— WORK INSTRUCTIONS —
In full and exactly, please return the records, but keep out the pictures.

....

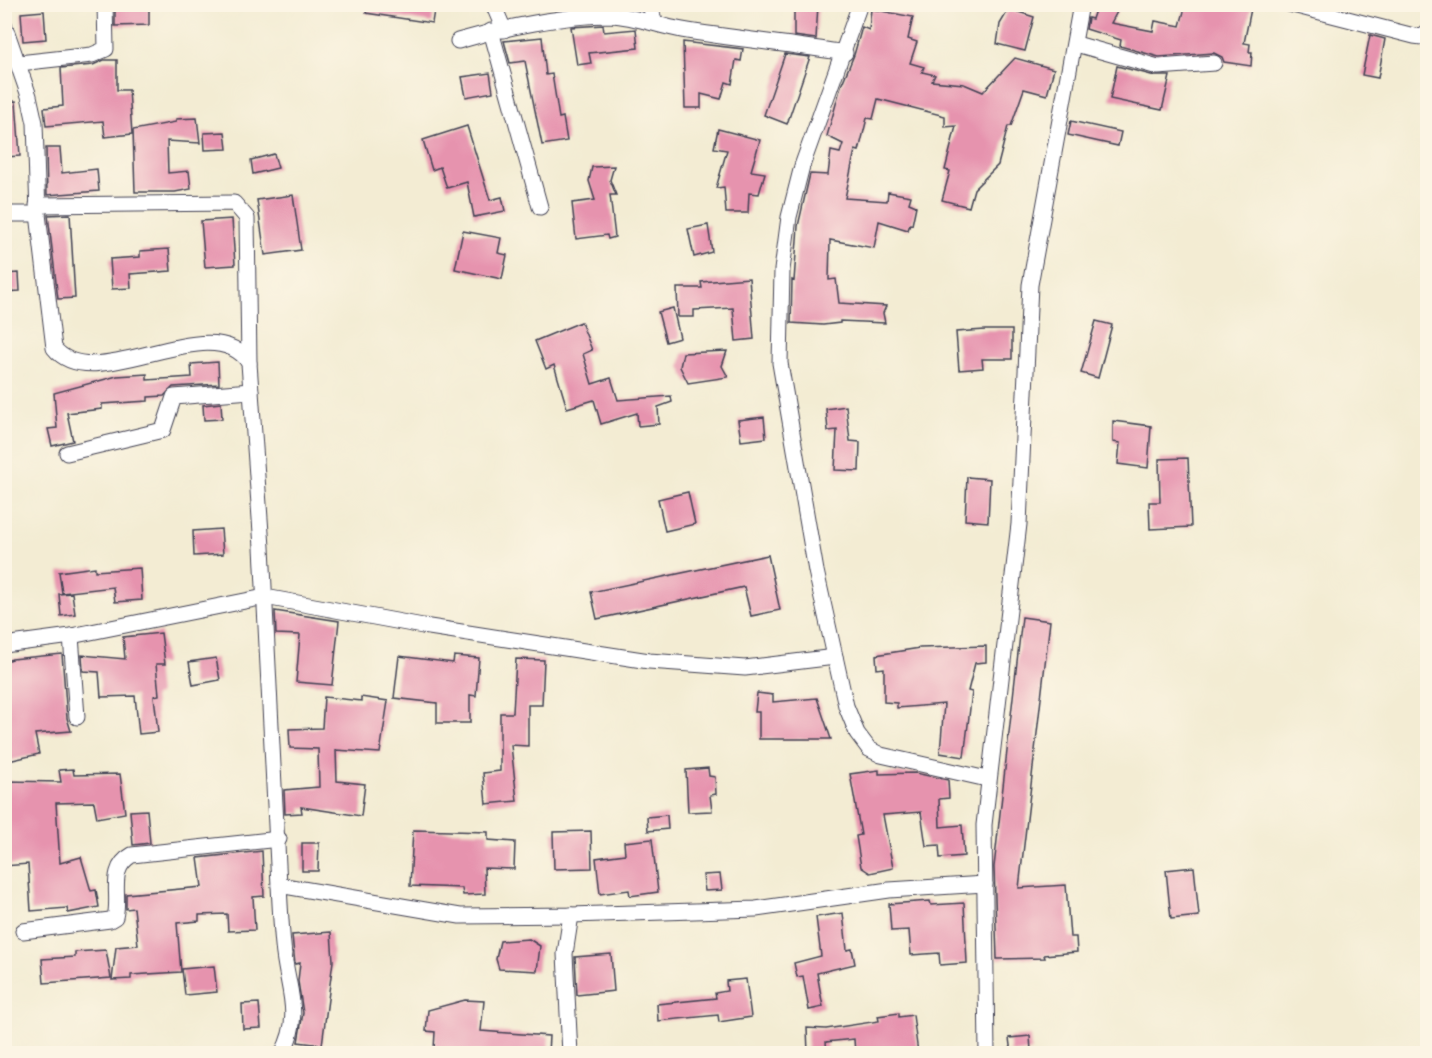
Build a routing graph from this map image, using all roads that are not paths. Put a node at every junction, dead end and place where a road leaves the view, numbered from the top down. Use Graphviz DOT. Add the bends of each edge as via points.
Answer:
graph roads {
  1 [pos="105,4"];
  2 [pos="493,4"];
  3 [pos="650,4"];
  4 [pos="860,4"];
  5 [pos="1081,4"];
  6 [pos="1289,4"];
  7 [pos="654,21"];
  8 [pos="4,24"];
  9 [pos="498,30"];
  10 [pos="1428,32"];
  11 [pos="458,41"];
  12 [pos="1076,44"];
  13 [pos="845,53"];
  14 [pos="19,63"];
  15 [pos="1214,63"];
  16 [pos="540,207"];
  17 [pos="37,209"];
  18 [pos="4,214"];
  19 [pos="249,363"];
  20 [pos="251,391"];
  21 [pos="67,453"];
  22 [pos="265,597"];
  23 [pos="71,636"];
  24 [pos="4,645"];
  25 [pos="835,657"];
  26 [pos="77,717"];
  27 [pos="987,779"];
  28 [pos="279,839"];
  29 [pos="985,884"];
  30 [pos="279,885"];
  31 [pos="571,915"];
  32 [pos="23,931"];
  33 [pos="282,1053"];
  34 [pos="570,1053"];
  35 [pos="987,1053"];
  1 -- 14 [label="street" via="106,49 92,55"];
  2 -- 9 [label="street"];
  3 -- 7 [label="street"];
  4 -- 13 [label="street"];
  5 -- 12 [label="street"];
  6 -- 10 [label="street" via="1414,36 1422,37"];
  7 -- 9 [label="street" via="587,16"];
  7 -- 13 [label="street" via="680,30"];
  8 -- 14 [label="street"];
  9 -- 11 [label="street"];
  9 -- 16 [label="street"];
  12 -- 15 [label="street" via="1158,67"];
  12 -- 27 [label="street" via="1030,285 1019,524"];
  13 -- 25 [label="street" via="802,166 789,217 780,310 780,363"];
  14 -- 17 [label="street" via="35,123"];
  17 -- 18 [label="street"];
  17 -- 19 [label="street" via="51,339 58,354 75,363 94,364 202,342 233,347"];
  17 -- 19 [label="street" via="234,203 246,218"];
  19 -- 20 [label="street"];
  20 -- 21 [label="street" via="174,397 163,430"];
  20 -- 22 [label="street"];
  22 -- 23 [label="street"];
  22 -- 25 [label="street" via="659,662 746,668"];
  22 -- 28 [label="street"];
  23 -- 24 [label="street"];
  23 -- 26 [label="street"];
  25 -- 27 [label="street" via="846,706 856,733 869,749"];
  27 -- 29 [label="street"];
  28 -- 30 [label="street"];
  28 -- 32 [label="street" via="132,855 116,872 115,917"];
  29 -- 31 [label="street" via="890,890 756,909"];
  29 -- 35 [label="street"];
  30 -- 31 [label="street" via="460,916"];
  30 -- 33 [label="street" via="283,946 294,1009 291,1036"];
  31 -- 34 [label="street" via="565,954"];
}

....

— OUTPUT FOR THIS EXERCISE —
Build a routing graph from this map image, using all roads that are not paths. Put a node at every junction, dead end and place where a road leaves the view, numbered from the top down. Use Graphviz DOT. Add the bends of each edge as via points.
Answer:
graph roads {
  1 [pos="105,4"];
  2 [pos="493,4"];
  3 [pos="650,4"];
  4 [pos="860,4"];
  5 [pos="1081,4"];
  6 [pos="1289,4"];
  7 [pos="654,21"];
  8 [pos="4,24"];
  9 [pos="498,30"];
  10 [pos="1428,32"];
  11 [pos="458,41"];
  12 [pos="1076,44"];
  13 [pos="845,53"];
  14 [pos="19,63"];
  15 [pos="1214,63"];
  16 [pos="540,207"];
  17 [pos="37,209"];
  18 [pos="4,214"];
  19 [pos="249,363"];
  20 [pos="251,391"];
  21 [pos="67,453"];
  22 [pos="265,597"];
  23 [pos="71,636"];
  24 [pos="4,645"];
  25 [pos="835,657"];
  26 [pos="77,717"];
  27 [pos="987,779"];
  28 [pos="279,839"];
  29 [pos="985,884"];
  30 [pos="279,885"];
  31 [pos="571,915"];
  32 [pos="23,931"];
  33 [pos="282,1053"];
  34 [pos="570,1053"];
  35 [pos="987,1053"];
  1 -- 14 [label="street" via="106,49 92,55"];
  2 -- 9 [label="street"];
  3 -- 7 [label="street"];
  4 -- 13 [label="street"];
  5 -- 12 [label="street"];
  6 -- 10 [label="street" via="1414,36 1422,37"];
  7 -- 9 [label="street" via="587,16"];
  7 -- 13 [label="street" via="680,30"];
  8 -- 14 [label="street"];
  9 -- 11 [label="street"];
  9 -- 16 [label="street"];
  12 -- 15 [label="street" via="1158,67"];
  12 -- 27 [label="street" via="1030,285 1019,524"];
  13 -- 25 [label="street" via="802,166 789,217 780,310 780,363"];
  14 -- 17 [label="street" via="35,123"];
  17 -- 18 [label="street"];
  17 -- 19 [label="street" via="51,339 58,354 75,363 94,364 202,342 233,347"];
  17 -- 19 [label="street" via="234,203 246,218"];
  19 -- 20 [label="street"];
  20 -- 21 [label="street" via="174,397 163,430"];
  20 -- 22 [label="street"];
  22 -- 23 [label="street"];
  22 -- 25 [label="street" via="659,662 746,668"];
  22 -- 28 [label="street"];
  23 -- 24 [label="street"];
  23 -- 26 [label="street"];
  25 -- 27 [label="street" via="846,706 856,733 869,749"];
  27 -- 29 [label="street"];
  28 -- 30 [label="street"];
  28 -- 32 [label="street" via="132,855 116,872 115,917"];
  29 -- 31 [label="street" via="890,890 756,909"];
  29 -- 35 [label="street"];
  30 -- 31 [label="street" via="460,916"];
  30 -- 33 [label="street" via="283,946 294,1009 291,1036"];
  31 -- 34 [label="street" via="565,954"];
}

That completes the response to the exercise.